13. Conformance and Validation

13.1 Conformance Levels

Validation is cumulative — level N implies levels 1..N-1 pass first. The reference implementation lives in zarr_vectors.validate.*; each level corresponds to one submodule.

Level

Submodule

Checks

1

structure.py

Required filesystem layout: zarr.json parses, level groups exist, per-array groups are wired.

2

metadata.py

Root and per-level metadata schema (LinkML); conventions / capability tokens are recognized.

3

consistency.py

Cross-array internal consistency: VG counts ≤ bins-per-chunk, manifests reference live chunks/fragments, cross-chunk links land in existing chunks, per-level vertex counts agree with arrays_present.

4

conformance.py

Convention compliance: links_convention matches geometry, bin-bounds spot checks for point clouds, per-geometry link-width invariants.

5

conformance.py

Multi-resolution coherence across the pyramid: nested chunk_shape, bin_ratio consistency, OID-preservation invariants, cross_level_storage-driven array presence.

The unified entry point is zarr_vectors.validate.validate(path, level=N); the result is a ValidationResult carrying passes, warnings, and errors per check.

13.2 Validation Rules

Within each level, the implementation runs a fixed battery of checks. A representative (non-exhaustive) sample:

  • Structural: every present array group has a zarr.json with a recognized "zv_array" discriminator; chunk keys are valid N-tuples of non-negative integers; the manifest blob object_index/ data decodes without truncation.

  • Metadata: zv_version >= "0.7.0"; chunk_shape length matches sid_ndim; links_convention, object_index_convention, cross_chunk_strategy, cross_level_storage are in the canonical enumerations; format_capabilities tokens are recognized (fragment_index, shared_fragments, preserved_object_ids, multiscale_links).

  • Consistency: every per-chunk vertex_fragments/<chunk> decodes to a FragmentIndex whose ranges land within vertices/<chunk> row bounds; manifest blocks reference fragments that exist; CCL records reference chunks present at the relevant level.

  • Conformance: geometry-specific rules from GEOMETRY_LINK_REQ — e.g. mesh requires links_convention == "explicit"; streamline requires implicit_sequential.

  • Multi-resolution: per-level chunk_shape (if set) is a positive integer multiple of root; per-level bin_shape divides per-level chunk_shape; preserves_object_ids levels carry inherited_num_objects.

13.3 Validation Tools

  • Reference validator: zarr_vectors.validate.validate(store, level=N) returns a ValidationResult with passed, warnings, and errors lists.

  • LinkML schema: the authoritative metadata schema is schema/zarr_vectors.linkml.yaml in the zarr-vectors-py package. External tools may generate JSON Schema / Pydantic / SQLAlchemy artifacts from it.

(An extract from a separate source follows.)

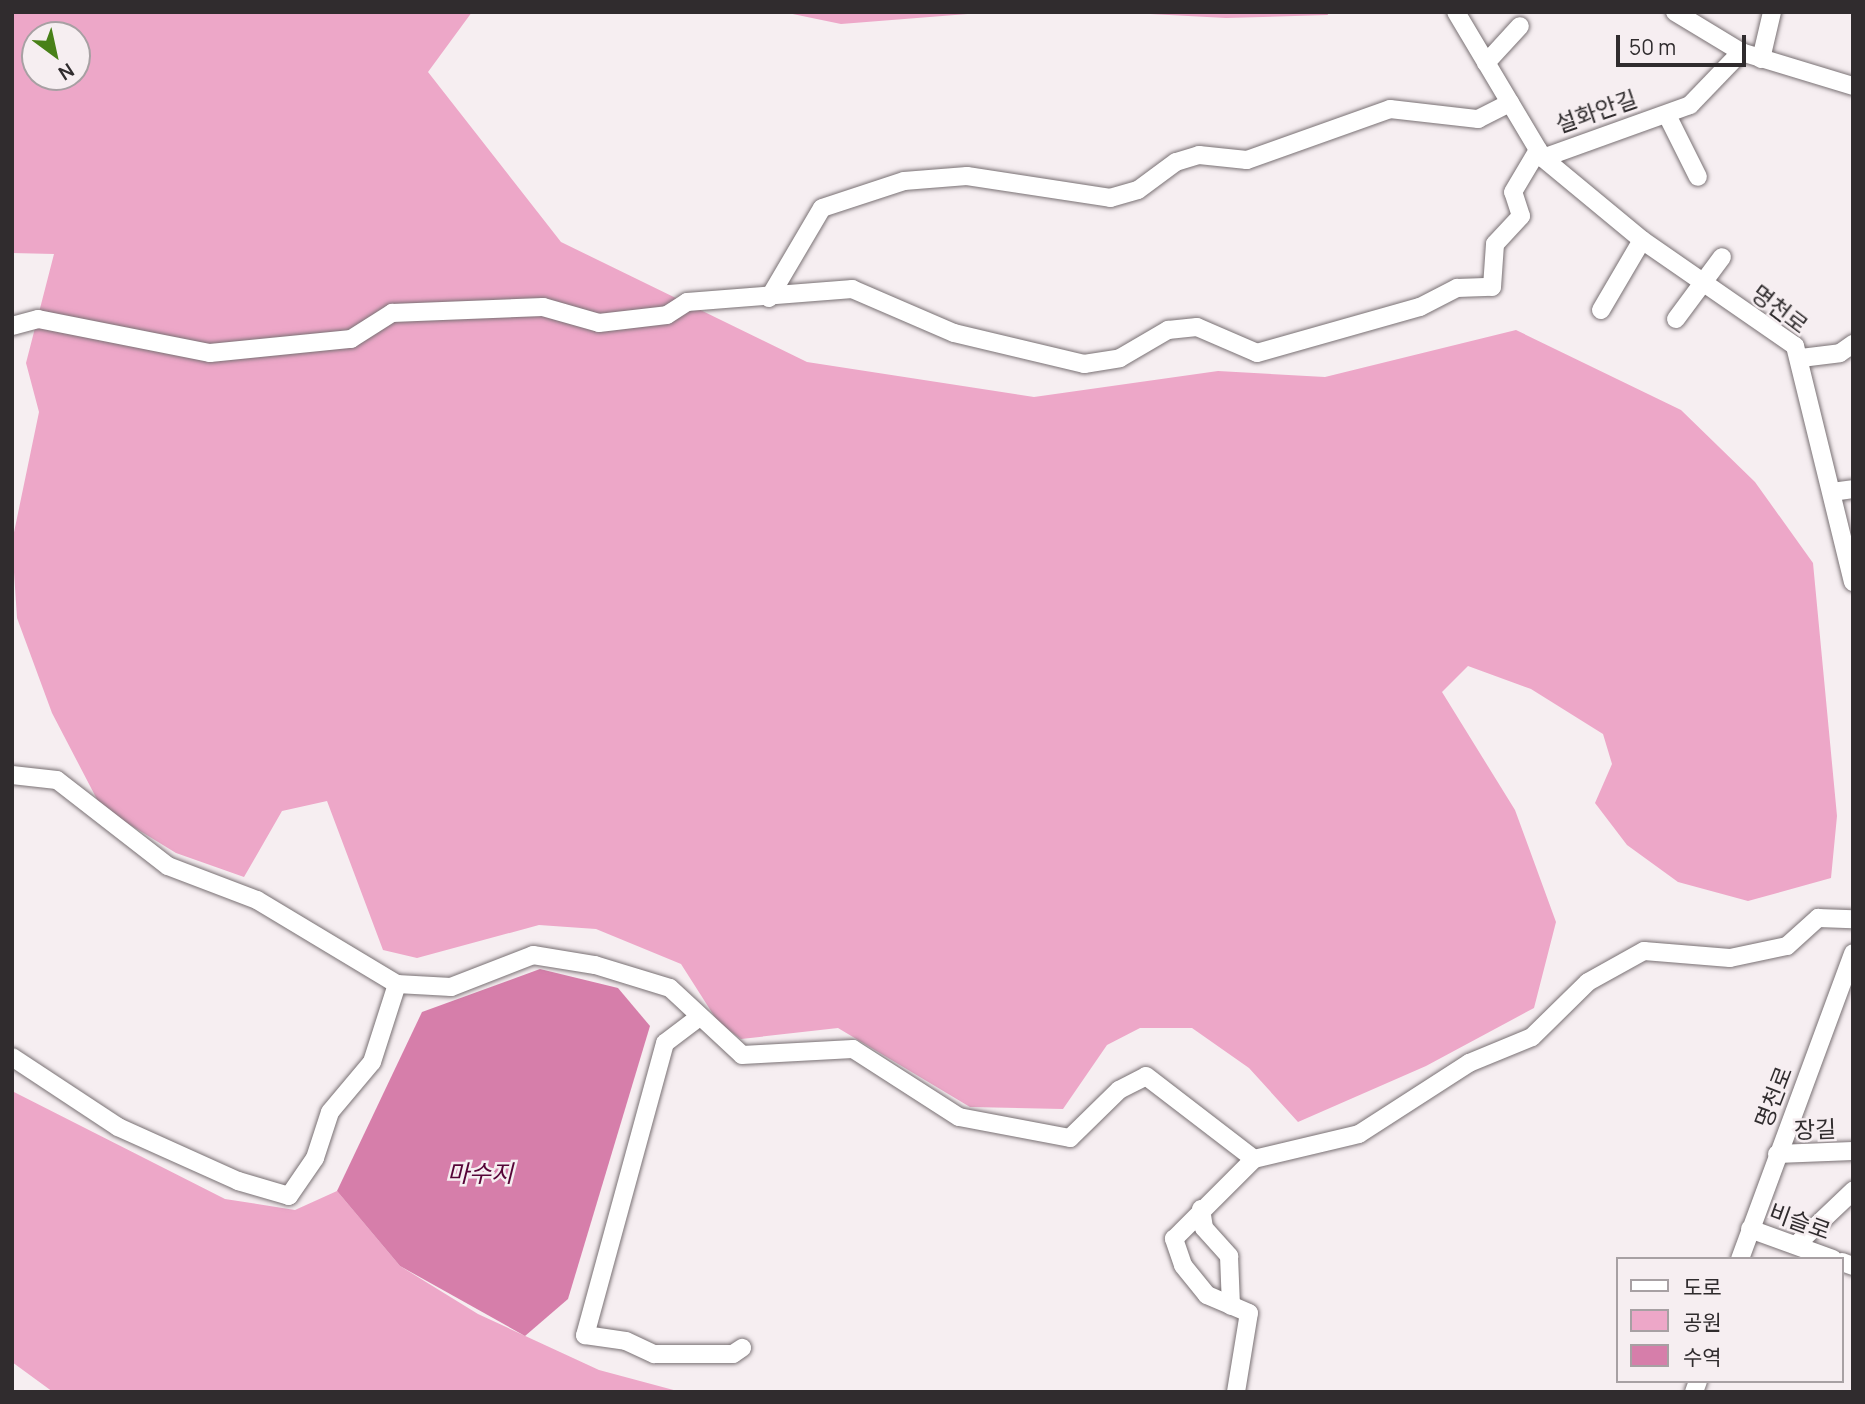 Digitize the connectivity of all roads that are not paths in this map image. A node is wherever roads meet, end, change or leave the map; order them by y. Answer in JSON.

  • Error reporting: each result entry is a single-line string identifying the level prefix (resolution_<n>:), the array or chunk involved, and the failure mode.

13.4 Compatibility

  • OME-Zarr — ZV reuses NGFF axes (RFC 4) and coordinate transformations (RFC 5); a level group’s zarr.json carries the same multiscales block an OME-Zarr image pyramid would, so generic NGFF tools can at least enumerate the levels and read units.

  • Zarr — only Zarr v3 is supported. Earlier ZV versions (pre-0.4) targeted Zarr v2; those stores are not readable by current implementations.

  • TRX — when sid_ndim collapses to 1 and the store has a single spatial chunk, the layout aligns conceptually with TRX (positions

    • offsets + per-vertex / per-streamline / per-group data); see §14.8 for the TRX-aligned example. ZV does not ship a TRX reader/writer; converters live in zarr-vectors-tools.